WHAT IS NEEDED:
Give the number of lines below that contain the word "road", and nothing else.

[[ DATA EXTRACTS open ]]

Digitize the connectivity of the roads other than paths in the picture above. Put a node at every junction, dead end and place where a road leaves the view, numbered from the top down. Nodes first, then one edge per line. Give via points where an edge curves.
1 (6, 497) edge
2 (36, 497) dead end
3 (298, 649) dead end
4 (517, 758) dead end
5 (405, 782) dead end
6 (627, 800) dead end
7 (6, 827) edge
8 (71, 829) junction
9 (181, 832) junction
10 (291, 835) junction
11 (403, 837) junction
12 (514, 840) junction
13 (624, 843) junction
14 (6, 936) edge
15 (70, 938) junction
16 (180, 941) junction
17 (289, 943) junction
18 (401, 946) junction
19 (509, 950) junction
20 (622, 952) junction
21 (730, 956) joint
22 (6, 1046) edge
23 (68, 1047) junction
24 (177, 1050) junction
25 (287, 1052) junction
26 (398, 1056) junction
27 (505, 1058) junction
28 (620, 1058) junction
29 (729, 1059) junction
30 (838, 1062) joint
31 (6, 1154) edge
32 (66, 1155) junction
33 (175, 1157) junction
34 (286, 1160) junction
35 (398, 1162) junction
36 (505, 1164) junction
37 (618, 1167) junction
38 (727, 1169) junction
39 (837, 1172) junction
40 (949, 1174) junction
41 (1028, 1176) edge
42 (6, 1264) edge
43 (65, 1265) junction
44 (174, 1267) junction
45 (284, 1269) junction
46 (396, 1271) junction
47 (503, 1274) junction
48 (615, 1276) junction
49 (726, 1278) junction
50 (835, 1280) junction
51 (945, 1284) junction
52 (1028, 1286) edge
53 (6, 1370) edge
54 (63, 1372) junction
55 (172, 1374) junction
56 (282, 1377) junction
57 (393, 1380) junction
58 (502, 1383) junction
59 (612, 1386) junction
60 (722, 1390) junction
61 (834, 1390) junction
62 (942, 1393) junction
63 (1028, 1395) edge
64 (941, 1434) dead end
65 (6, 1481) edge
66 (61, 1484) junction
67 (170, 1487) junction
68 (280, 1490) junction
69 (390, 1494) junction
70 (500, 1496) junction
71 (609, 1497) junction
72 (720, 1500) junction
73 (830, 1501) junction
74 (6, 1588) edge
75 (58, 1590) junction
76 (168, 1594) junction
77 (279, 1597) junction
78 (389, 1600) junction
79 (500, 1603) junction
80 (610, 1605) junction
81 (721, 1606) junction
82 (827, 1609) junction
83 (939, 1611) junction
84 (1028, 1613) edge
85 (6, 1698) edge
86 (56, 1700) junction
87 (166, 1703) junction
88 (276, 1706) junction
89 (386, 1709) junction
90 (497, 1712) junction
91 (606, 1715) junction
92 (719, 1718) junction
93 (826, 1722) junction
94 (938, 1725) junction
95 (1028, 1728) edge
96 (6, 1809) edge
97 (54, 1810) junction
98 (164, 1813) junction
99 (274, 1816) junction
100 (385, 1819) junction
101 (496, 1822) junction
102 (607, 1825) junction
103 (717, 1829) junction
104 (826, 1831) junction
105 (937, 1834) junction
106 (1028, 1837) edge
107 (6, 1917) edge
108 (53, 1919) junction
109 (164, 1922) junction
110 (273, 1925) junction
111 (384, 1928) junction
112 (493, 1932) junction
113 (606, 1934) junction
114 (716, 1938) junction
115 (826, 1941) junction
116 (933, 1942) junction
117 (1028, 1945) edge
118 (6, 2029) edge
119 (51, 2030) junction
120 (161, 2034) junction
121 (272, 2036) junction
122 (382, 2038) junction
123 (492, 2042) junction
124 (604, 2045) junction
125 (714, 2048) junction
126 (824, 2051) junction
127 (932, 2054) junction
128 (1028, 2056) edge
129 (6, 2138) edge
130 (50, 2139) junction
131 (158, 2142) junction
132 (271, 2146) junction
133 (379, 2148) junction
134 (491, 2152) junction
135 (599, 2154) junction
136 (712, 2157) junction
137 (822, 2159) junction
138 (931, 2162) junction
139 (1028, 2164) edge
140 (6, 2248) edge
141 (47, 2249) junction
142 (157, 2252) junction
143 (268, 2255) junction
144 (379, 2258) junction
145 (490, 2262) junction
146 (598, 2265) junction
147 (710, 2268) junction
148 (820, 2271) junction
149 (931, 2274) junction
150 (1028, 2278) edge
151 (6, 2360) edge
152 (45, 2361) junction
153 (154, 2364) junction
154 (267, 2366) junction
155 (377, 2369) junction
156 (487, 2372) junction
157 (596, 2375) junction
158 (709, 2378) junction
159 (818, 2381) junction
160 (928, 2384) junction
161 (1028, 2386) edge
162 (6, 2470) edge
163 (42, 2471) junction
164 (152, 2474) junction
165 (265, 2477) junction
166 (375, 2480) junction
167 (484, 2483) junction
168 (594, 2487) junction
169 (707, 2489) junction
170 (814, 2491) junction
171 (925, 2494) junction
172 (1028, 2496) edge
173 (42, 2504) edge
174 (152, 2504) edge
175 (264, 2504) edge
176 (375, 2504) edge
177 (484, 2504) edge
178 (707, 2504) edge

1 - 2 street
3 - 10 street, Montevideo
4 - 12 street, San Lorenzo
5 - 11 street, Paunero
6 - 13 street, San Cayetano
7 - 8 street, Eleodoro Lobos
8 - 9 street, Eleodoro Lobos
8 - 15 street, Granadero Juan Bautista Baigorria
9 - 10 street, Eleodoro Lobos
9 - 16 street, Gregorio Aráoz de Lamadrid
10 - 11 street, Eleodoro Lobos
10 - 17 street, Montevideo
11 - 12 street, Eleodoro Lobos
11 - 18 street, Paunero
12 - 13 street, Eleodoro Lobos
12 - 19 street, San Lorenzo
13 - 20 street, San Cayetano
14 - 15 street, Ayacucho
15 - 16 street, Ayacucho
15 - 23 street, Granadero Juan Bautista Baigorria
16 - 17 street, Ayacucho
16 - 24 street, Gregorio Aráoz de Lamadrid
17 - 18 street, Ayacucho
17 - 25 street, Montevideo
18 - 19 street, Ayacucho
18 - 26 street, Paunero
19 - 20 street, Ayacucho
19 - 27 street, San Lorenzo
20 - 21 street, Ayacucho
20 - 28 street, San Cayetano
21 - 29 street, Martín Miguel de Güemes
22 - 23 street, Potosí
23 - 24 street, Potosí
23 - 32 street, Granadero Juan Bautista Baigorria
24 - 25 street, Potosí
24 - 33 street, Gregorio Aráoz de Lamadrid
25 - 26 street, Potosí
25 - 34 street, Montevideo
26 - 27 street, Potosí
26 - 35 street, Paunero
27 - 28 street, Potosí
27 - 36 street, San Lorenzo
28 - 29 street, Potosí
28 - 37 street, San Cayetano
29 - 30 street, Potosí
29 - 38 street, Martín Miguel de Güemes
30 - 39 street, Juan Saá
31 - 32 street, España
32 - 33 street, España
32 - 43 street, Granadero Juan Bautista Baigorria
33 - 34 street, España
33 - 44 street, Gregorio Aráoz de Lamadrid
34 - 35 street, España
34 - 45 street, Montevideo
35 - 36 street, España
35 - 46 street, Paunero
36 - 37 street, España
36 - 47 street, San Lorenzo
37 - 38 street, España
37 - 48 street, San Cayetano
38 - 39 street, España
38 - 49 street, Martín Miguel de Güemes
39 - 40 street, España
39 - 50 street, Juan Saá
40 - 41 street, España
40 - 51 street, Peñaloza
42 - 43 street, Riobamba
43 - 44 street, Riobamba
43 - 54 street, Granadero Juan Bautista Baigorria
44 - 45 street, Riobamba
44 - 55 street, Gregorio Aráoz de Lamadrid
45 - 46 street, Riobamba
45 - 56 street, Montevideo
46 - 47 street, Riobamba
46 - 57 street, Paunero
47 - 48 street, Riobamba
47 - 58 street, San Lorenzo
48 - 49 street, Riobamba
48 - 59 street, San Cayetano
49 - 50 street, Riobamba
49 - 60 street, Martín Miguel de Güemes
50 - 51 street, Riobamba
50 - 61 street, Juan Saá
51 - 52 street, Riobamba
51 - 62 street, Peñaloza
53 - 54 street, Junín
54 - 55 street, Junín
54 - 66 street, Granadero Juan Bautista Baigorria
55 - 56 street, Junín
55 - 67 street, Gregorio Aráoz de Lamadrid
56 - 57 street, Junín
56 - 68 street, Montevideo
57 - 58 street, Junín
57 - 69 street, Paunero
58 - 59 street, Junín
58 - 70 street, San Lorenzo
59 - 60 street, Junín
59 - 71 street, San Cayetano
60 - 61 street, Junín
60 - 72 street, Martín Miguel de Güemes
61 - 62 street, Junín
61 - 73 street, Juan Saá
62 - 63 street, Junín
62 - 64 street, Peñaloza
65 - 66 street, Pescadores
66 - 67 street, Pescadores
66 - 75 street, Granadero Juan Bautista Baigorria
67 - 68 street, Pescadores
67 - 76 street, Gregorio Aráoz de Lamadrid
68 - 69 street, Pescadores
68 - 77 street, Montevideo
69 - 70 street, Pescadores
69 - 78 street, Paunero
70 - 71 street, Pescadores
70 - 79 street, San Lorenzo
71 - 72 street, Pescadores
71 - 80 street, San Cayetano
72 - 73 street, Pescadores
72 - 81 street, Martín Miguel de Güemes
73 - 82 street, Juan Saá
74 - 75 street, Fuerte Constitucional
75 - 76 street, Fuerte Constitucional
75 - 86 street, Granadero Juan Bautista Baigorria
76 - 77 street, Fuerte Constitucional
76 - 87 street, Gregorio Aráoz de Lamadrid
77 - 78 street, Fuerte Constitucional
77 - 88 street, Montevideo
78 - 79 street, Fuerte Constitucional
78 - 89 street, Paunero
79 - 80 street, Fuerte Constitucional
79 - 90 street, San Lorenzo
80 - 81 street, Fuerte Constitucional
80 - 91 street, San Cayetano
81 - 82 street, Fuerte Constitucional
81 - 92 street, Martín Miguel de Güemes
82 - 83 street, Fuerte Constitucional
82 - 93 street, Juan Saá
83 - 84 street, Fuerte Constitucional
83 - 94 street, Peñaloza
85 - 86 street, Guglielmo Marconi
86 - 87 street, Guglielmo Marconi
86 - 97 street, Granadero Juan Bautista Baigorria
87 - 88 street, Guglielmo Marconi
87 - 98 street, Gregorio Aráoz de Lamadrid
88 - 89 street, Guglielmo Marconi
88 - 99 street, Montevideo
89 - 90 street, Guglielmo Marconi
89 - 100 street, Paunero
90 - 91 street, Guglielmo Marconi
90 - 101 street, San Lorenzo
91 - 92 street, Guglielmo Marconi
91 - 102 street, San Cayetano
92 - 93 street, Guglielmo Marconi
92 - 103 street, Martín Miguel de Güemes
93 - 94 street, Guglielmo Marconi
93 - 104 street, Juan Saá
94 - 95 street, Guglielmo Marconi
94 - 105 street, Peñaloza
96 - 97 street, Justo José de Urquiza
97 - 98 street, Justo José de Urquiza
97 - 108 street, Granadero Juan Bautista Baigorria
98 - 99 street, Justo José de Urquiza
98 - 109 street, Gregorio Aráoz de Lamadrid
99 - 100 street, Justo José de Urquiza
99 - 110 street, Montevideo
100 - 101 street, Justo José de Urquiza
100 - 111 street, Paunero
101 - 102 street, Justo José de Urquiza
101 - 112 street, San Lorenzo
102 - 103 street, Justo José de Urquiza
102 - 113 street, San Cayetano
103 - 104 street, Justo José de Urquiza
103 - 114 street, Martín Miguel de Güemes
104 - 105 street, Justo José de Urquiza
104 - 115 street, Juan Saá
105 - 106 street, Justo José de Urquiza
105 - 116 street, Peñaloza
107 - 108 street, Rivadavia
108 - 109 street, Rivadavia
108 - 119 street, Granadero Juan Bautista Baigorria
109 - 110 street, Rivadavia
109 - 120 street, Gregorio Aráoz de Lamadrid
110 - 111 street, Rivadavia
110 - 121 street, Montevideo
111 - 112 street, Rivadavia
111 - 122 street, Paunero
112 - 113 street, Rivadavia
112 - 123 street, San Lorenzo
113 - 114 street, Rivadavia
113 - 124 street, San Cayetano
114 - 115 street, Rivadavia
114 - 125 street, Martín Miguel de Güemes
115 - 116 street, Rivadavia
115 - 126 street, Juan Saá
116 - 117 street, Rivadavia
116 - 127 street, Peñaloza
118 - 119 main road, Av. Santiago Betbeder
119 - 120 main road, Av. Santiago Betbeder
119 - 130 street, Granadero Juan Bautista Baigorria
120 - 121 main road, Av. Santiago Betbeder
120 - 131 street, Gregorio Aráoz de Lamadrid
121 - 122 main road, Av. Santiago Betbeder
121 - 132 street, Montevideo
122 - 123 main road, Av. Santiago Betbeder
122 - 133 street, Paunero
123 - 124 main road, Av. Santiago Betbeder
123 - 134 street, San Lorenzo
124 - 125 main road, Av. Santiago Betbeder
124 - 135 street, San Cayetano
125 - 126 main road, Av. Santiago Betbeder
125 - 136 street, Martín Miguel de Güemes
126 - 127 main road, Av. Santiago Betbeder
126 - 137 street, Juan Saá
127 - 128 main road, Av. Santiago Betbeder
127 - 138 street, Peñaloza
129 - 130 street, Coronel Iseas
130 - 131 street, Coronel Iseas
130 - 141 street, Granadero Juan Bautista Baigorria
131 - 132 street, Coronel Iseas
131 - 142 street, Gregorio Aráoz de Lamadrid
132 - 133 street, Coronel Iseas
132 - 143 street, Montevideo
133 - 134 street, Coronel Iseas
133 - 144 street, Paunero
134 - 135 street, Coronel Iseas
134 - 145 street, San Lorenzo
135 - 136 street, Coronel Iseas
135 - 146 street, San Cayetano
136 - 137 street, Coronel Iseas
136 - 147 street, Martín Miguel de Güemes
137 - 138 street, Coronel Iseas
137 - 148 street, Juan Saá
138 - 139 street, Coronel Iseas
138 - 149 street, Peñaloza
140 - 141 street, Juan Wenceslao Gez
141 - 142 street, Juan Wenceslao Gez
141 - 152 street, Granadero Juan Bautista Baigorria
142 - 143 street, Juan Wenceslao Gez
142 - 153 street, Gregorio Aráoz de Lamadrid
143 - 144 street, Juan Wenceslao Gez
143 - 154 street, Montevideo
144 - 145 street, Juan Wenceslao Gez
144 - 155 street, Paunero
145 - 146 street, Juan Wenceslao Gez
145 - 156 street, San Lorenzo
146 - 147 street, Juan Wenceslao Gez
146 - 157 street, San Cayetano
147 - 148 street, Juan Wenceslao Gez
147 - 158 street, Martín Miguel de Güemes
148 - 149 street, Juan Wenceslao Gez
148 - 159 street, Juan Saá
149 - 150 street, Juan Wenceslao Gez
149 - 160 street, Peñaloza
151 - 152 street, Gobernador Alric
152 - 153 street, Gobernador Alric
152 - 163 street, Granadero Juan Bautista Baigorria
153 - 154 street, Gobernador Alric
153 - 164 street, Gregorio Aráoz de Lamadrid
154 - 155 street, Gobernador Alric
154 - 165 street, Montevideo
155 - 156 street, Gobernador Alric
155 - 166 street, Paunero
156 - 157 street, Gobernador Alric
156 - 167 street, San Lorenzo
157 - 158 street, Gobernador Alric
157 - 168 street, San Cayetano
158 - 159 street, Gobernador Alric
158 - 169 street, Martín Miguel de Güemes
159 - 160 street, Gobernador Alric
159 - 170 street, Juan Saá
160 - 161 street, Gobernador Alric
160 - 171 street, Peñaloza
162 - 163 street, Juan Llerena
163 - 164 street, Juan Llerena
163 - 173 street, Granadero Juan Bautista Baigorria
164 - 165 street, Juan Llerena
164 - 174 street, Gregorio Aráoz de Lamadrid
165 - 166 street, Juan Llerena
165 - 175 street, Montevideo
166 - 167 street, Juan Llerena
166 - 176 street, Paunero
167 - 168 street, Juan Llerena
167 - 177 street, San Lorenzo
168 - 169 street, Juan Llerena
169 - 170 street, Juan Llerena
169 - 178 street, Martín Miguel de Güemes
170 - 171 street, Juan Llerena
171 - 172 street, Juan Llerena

[[ DATA EXTRACTS closed ]]

OUTPUT FOR THIS EXERCISE:
11